EXERCISE MATERIAL:
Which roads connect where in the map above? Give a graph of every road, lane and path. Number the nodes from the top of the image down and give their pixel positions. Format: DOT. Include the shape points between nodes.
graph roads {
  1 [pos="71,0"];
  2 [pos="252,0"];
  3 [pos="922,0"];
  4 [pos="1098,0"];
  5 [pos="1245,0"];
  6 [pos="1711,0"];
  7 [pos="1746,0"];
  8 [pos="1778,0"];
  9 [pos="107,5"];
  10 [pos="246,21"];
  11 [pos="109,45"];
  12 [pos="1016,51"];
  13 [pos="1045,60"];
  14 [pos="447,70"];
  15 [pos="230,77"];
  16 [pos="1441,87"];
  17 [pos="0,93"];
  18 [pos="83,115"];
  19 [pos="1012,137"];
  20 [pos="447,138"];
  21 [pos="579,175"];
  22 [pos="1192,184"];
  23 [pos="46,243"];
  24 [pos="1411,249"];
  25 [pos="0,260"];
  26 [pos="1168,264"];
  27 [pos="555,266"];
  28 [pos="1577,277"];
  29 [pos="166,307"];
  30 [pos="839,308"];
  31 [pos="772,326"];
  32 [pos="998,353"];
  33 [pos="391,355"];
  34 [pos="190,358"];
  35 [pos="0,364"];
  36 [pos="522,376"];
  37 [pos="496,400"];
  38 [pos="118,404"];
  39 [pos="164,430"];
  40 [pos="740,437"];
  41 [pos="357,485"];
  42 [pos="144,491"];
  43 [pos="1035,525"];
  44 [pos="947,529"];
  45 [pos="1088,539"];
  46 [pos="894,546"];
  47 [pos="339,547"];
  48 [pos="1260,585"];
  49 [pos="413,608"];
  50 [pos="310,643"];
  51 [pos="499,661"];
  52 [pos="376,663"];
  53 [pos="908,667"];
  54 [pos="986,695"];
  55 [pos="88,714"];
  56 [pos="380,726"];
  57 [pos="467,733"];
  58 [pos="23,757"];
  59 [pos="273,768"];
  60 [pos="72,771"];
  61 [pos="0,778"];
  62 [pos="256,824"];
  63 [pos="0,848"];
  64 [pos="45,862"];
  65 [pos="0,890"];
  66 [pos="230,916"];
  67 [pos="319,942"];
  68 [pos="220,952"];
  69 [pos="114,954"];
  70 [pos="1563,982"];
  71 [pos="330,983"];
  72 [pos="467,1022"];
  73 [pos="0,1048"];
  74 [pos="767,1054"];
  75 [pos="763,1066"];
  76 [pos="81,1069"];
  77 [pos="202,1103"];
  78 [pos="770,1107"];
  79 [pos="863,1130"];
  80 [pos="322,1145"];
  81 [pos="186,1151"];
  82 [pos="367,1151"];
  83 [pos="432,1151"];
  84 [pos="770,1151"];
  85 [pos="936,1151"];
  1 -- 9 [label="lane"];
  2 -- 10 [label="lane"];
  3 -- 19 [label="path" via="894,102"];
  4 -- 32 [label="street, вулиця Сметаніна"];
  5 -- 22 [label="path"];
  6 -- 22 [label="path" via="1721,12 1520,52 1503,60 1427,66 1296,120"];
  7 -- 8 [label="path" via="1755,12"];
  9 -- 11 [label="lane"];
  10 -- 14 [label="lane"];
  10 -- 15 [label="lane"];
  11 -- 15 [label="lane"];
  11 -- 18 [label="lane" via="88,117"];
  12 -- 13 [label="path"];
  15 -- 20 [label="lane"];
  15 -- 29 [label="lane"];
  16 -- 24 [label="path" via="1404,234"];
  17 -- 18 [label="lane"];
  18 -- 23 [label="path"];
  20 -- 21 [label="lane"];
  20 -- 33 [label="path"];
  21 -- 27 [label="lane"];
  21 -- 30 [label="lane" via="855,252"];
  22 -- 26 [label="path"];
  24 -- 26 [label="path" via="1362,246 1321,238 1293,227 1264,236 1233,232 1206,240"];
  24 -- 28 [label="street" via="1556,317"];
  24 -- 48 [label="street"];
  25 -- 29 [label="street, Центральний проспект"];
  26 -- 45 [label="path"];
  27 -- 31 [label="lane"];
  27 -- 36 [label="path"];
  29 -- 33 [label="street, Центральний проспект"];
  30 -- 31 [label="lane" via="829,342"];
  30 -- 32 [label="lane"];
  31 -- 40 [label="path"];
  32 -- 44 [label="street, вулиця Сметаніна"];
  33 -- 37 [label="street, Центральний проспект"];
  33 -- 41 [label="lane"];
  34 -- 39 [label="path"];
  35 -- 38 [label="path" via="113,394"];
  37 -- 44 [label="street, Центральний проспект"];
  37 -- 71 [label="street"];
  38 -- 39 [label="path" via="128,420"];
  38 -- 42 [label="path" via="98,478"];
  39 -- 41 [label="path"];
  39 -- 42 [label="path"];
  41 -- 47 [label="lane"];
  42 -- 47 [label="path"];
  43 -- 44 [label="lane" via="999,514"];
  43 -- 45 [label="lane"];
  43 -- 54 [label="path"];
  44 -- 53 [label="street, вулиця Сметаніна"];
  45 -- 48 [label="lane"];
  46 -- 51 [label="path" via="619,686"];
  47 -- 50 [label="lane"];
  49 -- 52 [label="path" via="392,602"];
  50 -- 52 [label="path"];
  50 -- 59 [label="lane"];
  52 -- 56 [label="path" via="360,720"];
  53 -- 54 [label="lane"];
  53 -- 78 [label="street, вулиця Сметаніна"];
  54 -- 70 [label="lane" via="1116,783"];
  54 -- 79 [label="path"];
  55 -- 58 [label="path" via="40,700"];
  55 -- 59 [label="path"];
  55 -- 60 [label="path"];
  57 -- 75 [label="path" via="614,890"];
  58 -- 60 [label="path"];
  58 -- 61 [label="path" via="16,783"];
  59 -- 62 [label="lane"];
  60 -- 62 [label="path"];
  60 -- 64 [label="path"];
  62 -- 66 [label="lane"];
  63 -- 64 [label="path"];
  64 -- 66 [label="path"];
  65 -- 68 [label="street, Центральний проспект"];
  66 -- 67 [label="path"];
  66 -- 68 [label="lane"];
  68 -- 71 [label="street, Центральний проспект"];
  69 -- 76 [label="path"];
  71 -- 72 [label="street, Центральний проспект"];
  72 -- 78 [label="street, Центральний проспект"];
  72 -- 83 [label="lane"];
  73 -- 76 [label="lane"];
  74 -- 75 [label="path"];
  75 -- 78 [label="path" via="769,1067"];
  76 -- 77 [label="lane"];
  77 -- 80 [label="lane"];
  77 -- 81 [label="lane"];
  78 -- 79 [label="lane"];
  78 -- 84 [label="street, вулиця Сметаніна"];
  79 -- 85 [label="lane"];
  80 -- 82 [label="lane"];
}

EXERCISE:
Read through the entries, then copy every line where the string "Центральний" is found.

RESULT FOR THIS EXERCISE:
  25 -- 29 [label="street, Центральний проспект"];
  29 -- 33 [label="street, Центральний проспект"];
  33 -- 37 [label="street, Центральний проспект"];
  37 -- 44 [label="street, Центральний проспект"];
  65 -- 68 [label="street, Центральний проспект"];
  68 -- 71 [label="street, Центральний проспект"];
  71 -- 72 [label="street, Центральний проспект"];
  72 -- 78 [label="street, Центральний проспект"];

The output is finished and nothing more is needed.